**Your instructions**
In the entries below, find each line with the string "above" and copy it.

**Recorded data**
^^^^^^^^
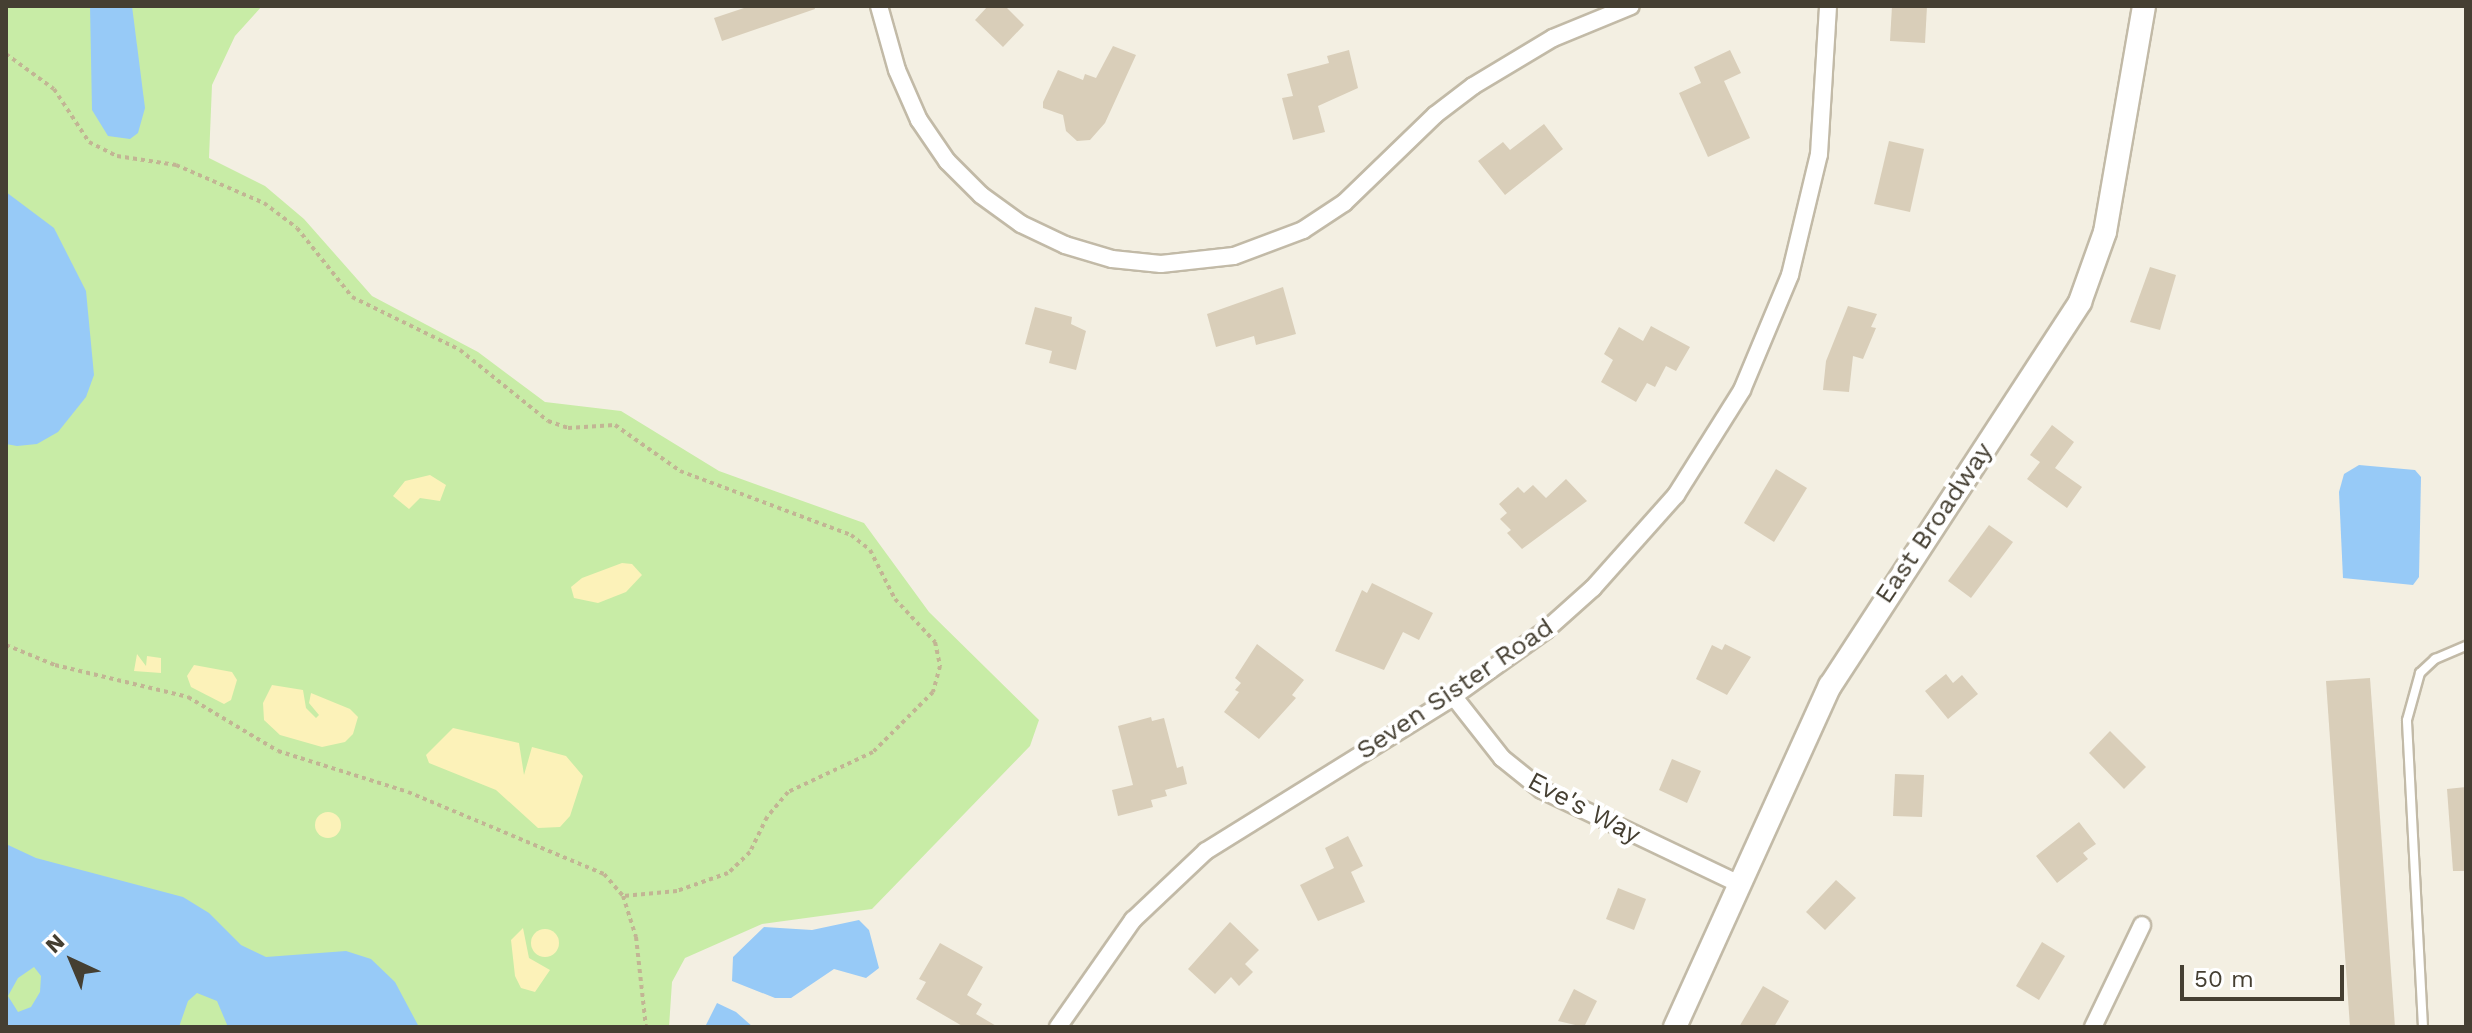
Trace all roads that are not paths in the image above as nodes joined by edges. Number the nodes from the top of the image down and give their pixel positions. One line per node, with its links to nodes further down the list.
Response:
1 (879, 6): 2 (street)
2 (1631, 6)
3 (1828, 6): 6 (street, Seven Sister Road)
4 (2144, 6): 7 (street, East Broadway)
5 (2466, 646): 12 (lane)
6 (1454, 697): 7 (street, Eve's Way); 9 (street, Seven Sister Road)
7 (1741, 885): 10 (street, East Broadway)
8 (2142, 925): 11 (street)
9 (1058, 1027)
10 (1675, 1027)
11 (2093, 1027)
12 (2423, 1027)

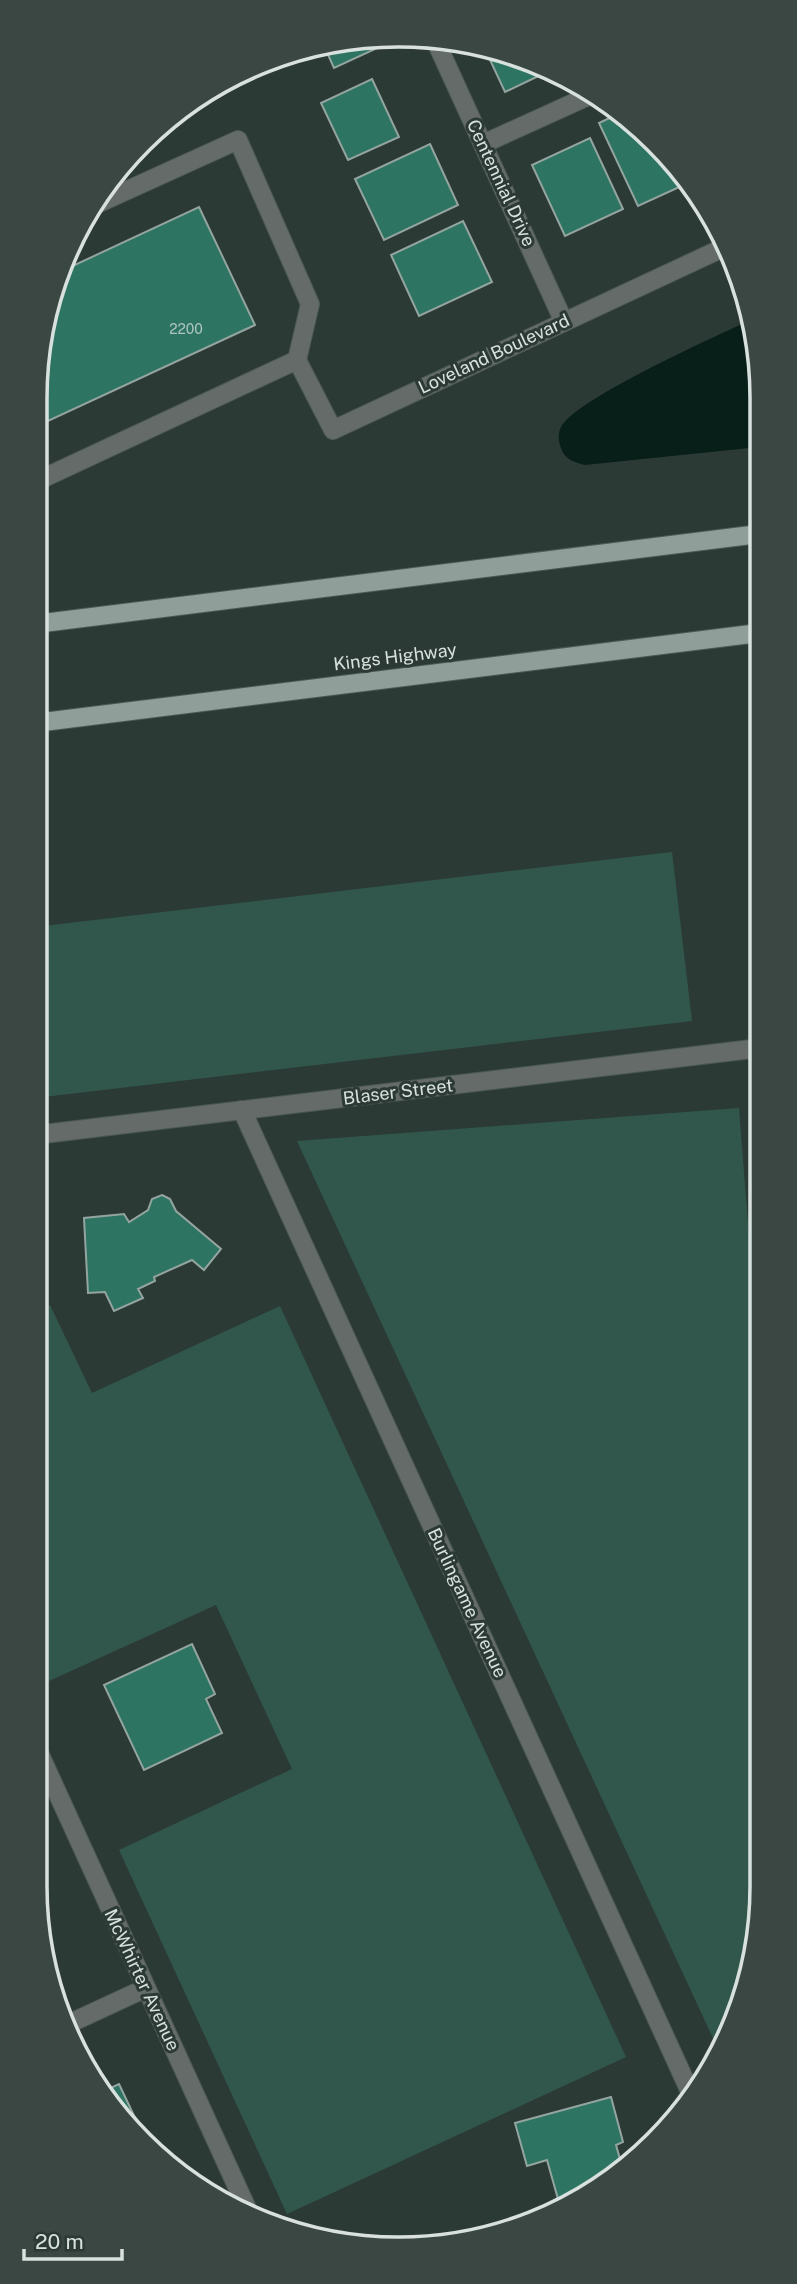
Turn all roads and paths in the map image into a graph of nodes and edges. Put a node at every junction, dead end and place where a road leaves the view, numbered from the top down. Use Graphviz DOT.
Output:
^^^^^^^^
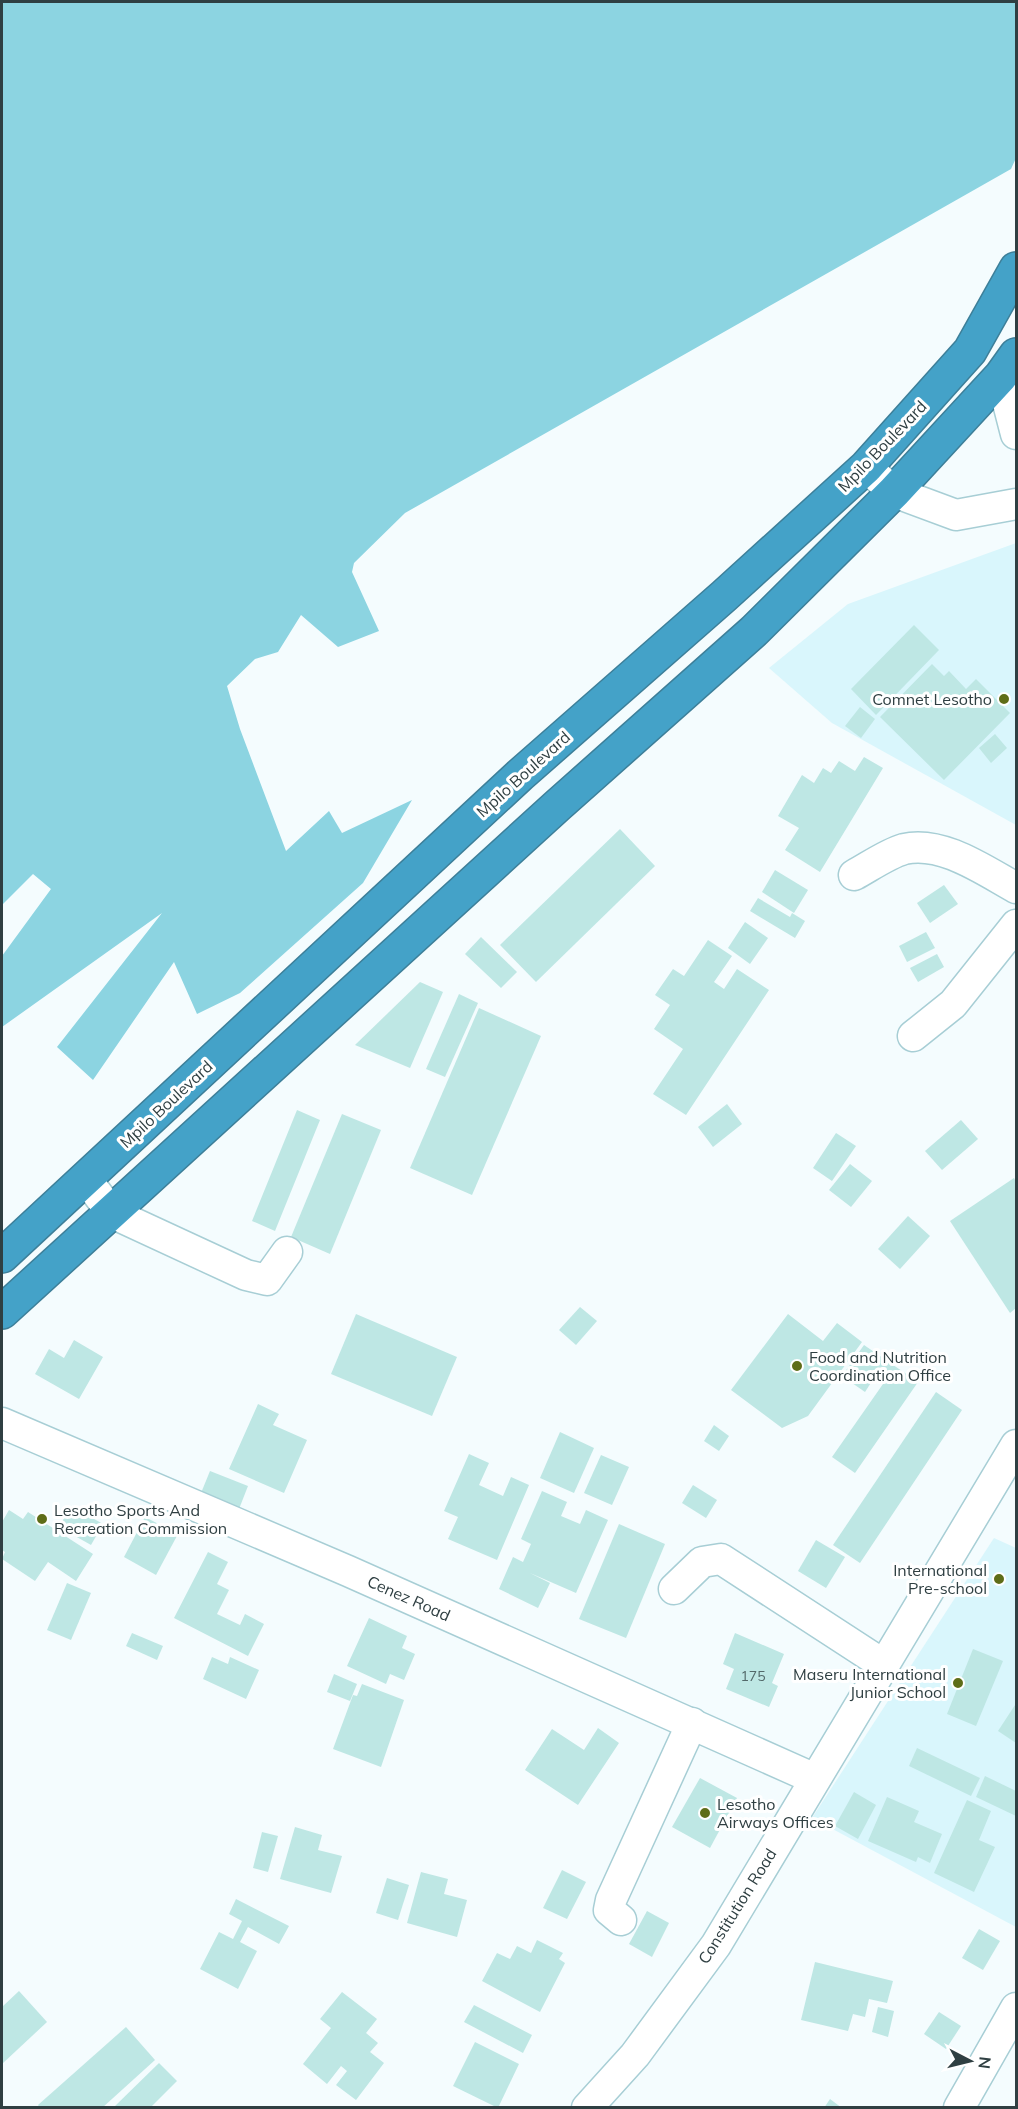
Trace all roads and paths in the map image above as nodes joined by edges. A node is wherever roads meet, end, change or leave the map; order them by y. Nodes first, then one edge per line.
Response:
^^^^^^^^
**Solved problem**
Trace all roads that are not paths in the image above as nodes joined by edges. Number the nodes from the top of the image down and give their pixel positions. One line per node, with its links to nodes further down the list.
Trace all roads and paths in the map image above as nodes joined by edges. A node is wherever roads meet, end, change or leave the map; order them by y. Nodes first, then one edge per line.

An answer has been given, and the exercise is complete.